Internet – The Next Step?

A few days ago we were reading this post on how could the Large Hadron Collider change the Internet. In short, the author’s point was this. In 1990 CERN created the World Wide Web as a response to the scientists’ needs to exchange information. WWW has changed the face of the Internet.

[image source here]

Now, with the LHC, scientists’ needs have changed. New problems arise. The answer to these new problems might, as the WWW did, revolutionize the Internet one more time.

It wasn’t quite clear from that post (for us, at least) what could have been the new WWW. And then we thought “Oh, it’s The Grid!” 🙂

In a few words, it seems that with the LHC (but not only, there are other projects, too) scientists need not only a way to store and exchange large quantities of information, but also greater processing power. And this is, supposedly, what the Grid adds to the WWW.

When you are connected to the Internet, you can navigate on the WWW to access and share information. In the future, it seems, you would be able to use a Grid to share computing power as well (remember SETI@home, right?) and profit from the computing power shared by other people.

So, the question is: Will this Grid change the Internet and our computing experience, the way the World Wide Web did? Gramo says no.
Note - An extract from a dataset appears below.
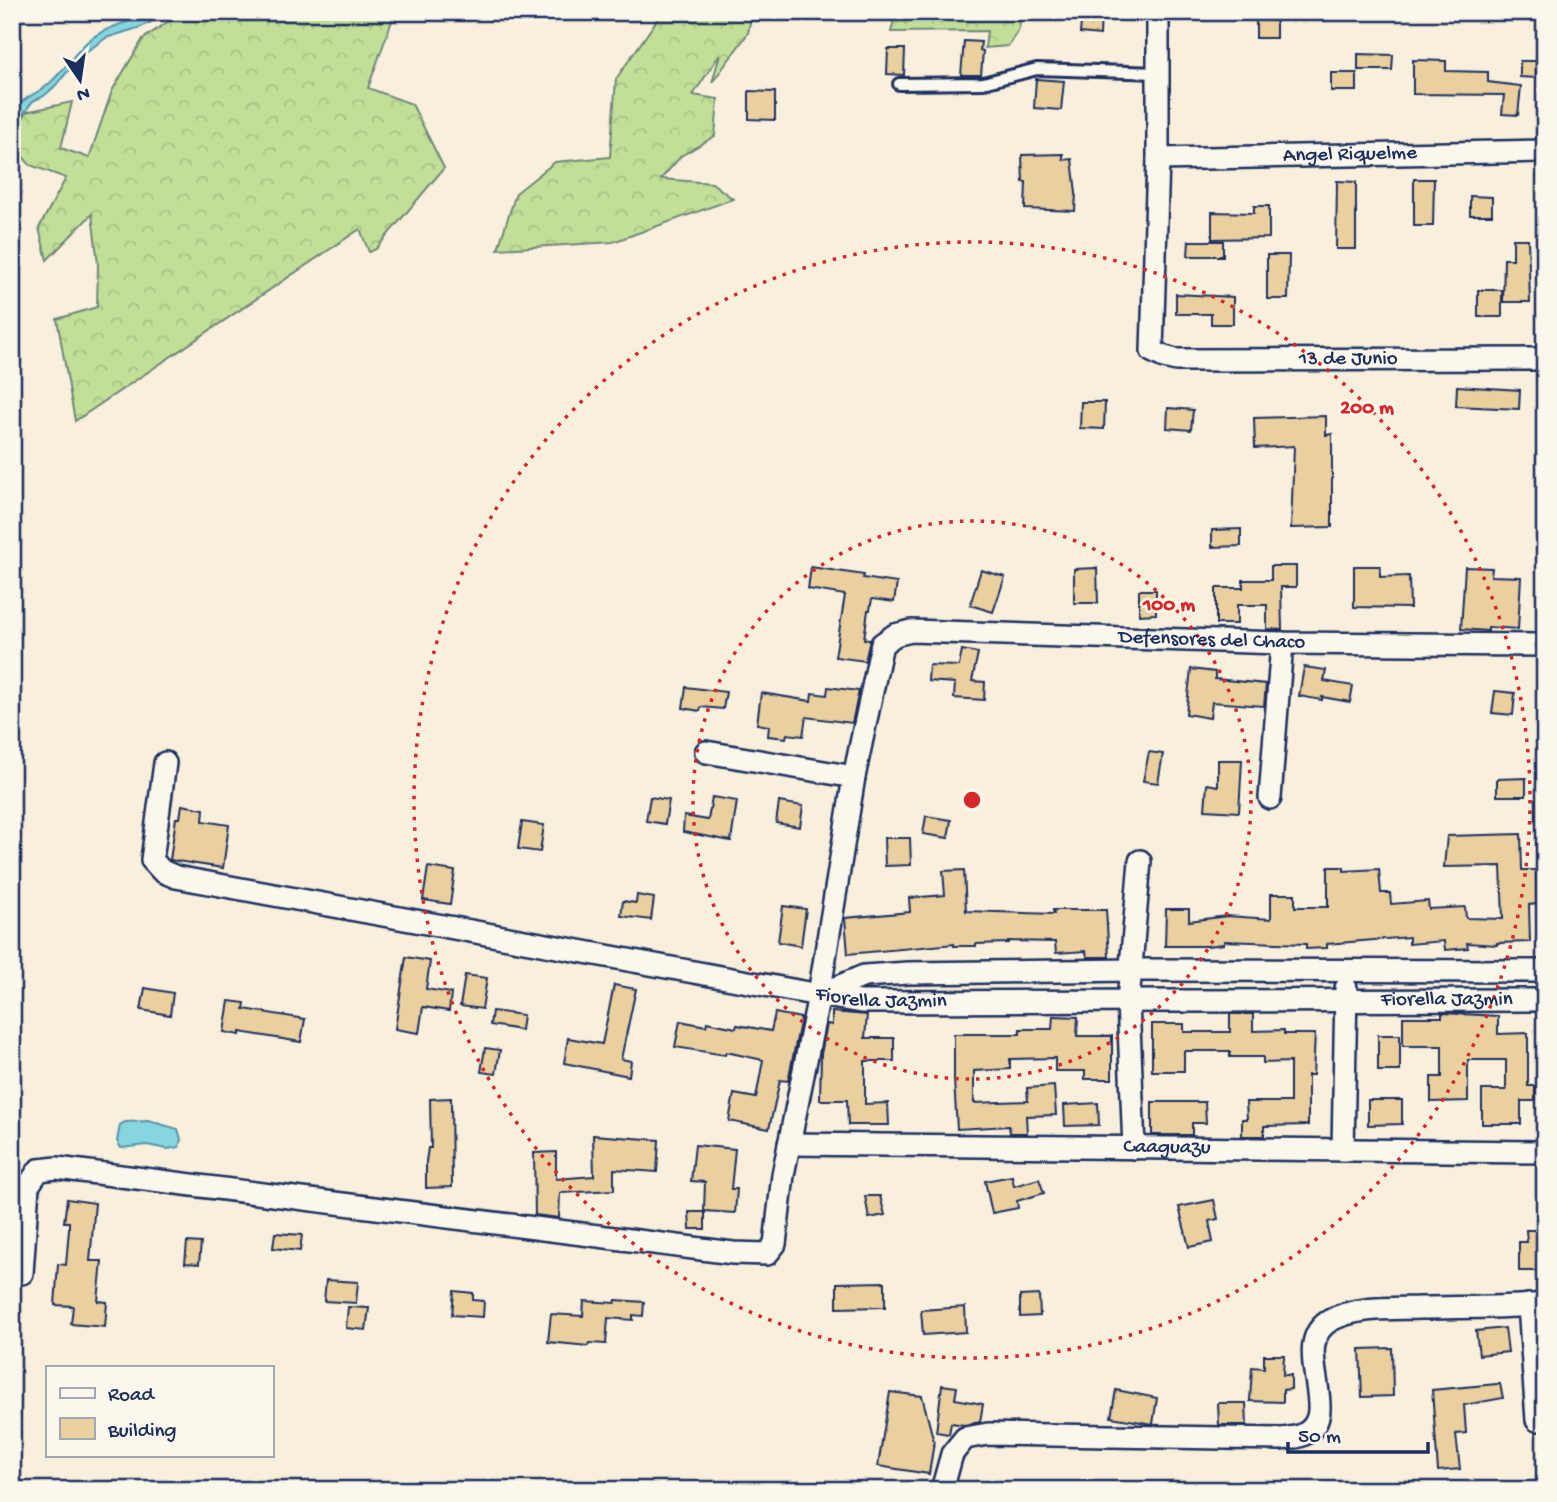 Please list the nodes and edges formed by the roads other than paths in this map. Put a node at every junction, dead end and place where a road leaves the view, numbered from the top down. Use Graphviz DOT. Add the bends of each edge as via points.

Why is that? Well, you have to be a scientist to understand what need a long and complicated computation would satisfy (mind you, we don’t talk 3d games here). And that is what the Grid mainly provides – computation power. Regular people already have more than enough processing power on their home computers. And now, with the mini-notebooks and the mini-PCs, we see a trend forming to limit that processing power.

Information exchange was something regular people wanted as much as the scientists. The World Wide Web answered that need. The Grid, on the other hand, would be a great achievment, but only for scientists.